Entries shown:
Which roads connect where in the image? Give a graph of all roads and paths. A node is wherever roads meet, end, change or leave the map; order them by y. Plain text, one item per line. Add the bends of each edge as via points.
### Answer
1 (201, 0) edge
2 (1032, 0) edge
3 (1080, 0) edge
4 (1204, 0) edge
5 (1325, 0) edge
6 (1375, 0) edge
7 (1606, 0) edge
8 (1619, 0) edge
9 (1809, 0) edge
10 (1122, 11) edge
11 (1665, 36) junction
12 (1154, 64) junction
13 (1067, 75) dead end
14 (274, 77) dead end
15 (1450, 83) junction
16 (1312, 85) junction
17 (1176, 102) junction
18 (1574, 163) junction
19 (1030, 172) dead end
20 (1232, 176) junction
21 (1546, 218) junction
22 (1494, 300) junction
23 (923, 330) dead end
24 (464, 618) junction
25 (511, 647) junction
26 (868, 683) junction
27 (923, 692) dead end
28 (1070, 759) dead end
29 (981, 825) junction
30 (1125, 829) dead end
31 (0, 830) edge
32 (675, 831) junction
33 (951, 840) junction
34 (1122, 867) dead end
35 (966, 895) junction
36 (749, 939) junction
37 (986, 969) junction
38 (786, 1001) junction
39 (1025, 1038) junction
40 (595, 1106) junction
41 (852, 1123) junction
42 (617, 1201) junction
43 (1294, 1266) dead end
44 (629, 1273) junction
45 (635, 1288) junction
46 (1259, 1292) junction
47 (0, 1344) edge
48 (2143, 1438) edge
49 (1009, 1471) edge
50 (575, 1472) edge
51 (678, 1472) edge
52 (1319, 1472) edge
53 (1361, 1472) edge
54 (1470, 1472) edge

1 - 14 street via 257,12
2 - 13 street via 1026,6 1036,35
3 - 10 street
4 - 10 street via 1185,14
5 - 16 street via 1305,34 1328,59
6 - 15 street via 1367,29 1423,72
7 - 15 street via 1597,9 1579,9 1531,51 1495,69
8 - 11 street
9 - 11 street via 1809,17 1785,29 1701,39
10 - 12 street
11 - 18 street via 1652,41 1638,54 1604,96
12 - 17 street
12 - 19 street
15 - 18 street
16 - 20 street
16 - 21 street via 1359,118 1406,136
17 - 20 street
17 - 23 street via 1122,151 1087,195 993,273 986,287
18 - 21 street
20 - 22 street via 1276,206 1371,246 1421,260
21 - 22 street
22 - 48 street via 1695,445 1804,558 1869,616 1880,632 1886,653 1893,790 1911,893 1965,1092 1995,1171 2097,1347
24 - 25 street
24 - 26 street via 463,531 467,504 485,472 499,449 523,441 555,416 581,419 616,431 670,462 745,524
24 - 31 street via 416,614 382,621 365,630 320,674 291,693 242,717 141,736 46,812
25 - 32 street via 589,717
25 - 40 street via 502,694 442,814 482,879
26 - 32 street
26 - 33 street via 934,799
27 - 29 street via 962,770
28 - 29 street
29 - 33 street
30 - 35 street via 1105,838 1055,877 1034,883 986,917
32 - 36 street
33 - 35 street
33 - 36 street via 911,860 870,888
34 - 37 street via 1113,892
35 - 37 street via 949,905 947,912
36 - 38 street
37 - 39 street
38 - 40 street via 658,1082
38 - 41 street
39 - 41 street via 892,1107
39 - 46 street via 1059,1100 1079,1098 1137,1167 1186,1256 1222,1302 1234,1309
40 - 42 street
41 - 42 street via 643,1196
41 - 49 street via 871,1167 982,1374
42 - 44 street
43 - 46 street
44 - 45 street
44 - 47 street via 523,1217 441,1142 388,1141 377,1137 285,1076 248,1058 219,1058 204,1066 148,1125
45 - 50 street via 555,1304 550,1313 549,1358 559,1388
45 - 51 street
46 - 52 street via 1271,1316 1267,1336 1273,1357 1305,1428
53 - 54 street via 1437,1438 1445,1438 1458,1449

Problem details:
Where a line of the listing holds "dead", show that line.

Solution:
13 (1067, 75) dead end
14 (274, 77) dead end
19 (1030, 172) dead end
23 (923, 330) dead end
27 (923, 692) dead end
28 (1070, 759) dead end
30 (1125, 829) dead end
34 (1122, 867) dead end
43 (1294, 1266) dead end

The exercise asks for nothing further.